You are viewing a plain text version of this content. The canonical link for it is here.
Posted to users@nifi.apache.org by James McMahon <js...@gmail.com> on 2022/12/27 21:13:08 UTC
Failing to start - keystore properties invalid
Hello. I am trying to start a secure instance of nifi version 1.16.3. I am
getting this error on start attempt:
2022-12-27 20:44:21,765 INFO [main] o.a.n.r.v.FileBasedVariableRegistry
Loaded a total of 90 properties.

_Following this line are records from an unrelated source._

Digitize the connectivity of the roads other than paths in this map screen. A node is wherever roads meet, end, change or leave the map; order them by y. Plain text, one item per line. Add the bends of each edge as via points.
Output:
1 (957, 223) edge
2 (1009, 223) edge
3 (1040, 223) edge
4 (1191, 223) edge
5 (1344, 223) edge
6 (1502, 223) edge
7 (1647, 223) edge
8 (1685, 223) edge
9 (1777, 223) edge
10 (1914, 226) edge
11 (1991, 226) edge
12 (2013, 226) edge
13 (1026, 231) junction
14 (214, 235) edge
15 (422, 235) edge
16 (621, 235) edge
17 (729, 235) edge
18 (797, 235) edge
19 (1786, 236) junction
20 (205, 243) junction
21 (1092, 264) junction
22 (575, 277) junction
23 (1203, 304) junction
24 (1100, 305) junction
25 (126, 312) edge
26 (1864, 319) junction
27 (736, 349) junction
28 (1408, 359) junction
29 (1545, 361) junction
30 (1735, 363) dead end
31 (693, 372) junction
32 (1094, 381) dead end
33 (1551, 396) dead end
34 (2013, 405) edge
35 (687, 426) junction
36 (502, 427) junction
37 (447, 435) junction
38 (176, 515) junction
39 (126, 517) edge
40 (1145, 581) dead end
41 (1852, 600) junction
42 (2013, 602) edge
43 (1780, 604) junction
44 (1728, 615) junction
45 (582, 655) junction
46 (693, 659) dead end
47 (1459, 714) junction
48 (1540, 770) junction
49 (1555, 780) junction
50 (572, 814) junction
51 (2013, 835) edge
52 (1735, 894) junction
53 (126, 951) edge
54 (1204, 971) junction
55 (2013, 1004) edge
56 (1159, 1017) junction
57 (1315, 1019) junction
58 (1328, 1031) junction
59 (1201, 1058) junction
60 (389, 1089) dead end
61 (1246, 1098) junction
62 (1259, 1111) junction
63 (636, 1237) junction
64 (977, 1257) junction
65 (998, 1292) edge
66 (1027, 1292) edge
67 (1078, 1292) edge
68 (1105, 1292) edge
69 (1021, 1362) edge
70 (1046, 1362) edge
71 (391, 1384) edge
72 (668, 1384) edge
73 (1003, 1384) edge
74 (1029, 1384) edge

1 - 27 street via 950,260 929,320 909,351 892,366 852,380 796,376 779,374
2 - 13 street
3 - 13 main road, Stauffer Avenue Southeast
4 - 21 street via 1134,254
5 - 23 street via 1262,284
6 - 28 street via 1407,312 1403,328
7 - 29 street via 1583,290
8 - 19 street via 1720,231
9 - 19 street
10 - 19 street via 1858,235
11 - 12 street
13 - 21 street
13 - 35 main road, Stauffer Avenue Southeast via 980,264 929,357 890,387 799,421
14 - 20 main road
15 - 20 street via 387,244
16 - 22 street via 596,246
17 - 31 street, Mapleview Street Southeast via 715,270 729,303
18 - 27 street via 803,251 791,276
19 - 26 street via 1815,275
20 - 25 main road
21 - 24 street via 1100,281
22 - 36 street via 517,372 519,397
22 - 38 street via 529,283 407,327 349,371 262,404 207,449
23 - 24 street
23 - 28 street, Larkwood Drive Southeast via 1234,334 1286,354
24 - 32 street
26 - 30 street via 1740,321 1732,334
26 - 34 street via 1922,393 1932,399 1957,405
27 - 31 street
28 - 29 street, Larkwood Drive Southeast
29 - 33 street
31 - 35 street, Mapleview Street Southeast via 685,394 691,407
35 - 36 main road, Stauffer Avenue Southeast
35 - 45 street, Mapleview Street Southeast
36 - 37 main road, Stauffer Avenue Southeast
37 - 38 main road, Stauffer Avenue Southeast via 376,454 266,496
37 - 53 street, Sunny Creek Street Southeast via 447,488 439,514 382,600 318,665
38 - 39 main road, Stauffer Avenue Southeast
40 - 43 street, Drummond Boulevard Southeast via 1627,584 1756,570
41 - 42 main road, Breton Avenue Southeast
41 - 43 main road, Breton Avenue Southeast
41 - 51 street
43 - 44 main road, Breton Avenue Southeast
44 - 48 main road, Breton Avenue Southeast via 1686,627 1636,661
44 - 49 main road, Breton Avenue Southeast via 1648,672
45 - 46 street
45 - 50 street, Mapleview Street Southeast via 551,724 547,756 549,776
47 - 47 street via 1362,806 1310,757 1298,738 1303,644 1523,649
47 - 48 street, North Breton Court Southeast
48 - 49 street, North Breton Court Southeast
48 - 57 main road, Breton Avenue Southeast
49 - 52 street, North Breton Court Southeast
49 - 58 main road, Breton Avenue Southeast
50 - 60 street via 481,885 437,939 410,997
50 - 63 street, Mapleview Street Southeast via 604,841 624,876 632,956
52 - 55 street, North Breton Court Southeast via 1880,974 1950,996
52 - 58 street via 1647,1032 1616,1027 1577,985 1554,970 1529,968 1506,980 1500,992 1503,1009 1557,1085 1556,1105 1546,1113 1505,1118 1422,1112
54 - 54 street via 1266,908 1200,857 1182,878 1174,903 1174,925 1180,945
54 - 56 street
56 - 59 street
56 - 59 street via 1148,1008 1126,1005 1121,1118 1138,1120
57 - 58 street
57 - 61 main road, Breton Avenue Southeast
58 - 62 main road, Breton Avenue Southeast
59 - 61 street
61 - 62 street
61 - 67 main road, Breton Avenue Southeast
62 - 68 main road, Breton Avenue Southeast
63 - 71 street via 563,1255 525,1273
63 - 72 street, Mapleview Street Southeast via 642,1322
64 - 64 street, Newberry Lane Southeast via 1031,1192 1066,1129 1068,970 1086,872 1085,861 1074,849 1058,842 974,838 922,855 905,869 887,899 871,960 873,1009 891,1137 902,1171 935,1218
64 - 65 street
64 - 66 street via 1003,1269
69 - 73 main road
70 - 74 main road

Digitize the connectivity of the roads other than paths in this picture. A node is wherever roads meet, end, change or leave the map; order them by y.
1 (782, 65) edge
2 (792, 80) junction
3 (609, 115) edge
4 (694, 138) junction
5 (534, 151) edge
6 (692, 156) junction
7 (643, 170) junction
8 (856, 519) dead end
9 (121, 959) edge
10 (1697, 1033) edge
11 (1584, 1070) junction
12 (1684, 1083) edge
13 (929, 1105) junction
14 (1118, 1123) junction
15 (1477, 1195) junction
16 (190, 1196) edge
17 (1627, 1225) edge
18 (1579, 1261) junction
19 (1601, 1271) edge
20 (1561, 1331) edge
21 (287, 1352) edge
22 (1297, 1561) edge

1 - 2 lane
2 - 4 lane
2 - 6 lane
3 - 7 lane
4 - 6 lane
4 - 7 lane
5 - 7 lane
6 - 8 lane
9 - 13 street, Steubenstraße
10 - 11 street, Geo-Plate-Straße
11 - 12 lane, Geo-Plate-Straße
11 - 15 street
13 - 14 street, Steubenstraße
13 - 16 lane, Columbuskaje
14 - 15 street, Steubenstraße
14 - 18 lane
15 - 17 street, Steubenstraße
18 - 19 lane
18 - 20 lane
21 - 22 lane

Including precedence overrides effective
accessible registry key size is 90
2022-12-27 20:44:21,972 WARN [main]
o.a.nifi.security.util.SslContextFactory Some keystore properties are
populated (/opt/nifi/config_resources/keys/server.jks, ********, ********,
JKS) but not valid
2022-12-27 20:44:21,972 ERROR [main]
o.apache.nifi.controller.FlowController Unable to start the flow controller
because the TLS configuration was invalid: The keystore properties are not
valid
2022-12-27 20:44:22,009 ERROR [main] o.s.web.context.ContextLoader Context
initialization failed
org.springframework.beans.factory.BeanCreationException: Error creating
bean with name
'org.springframework.security.config.annotation.web.configuration.WebSecurityConfiguration':
Initialization of bean failed; nested exception is
org.springframework.beans.factory.UnsatisfiedDependencyException: Error
creating bean with name
'org.apache.nifi.web.NiFiWebApiSecurityConfiguration': Unsatisfied
dependency expressed through method 'setJwtAuthenticationProvider'
parameter 0; nested exception is
org.springframework.beans.factory.UnsatisfiedDependencyException: Error
creating bean with name
'org.apache.nifi.web.security.configuration.JwtAuthenticationSecurityConfiguration':
Unsatisfied dependency expressed through constructor parameter 3; nested
exception is org.springframework.beans.factory.BeanCreationException: Error
creating bean with name 'flowController': FactoryBean threw exception on
object creation; nested exception is java.lang.IllegalStateException: Flow
controller TLS configuration is invalid
This is what my nifi.properties file looks like in this section:
# security properties #
nifi.sensitive.props.key=A_KEY_HERE
nifi.sensitive.props.key.protected=
nifi.sensitive.props.algorithm=NIFI_PBKDF2_AES_GCM_256
nifi.sensitive.props.additional.keys=
nifi.security.autoreload.enabled=false
nifi.security.autoreload.interval=10 secs
nifi.security.keystore=/opt/nifi/config_resources/keys/server.jks
nifi.security.keystoreType=JKS
nifi.security.keystorePasswd=b0gu5passw0r2!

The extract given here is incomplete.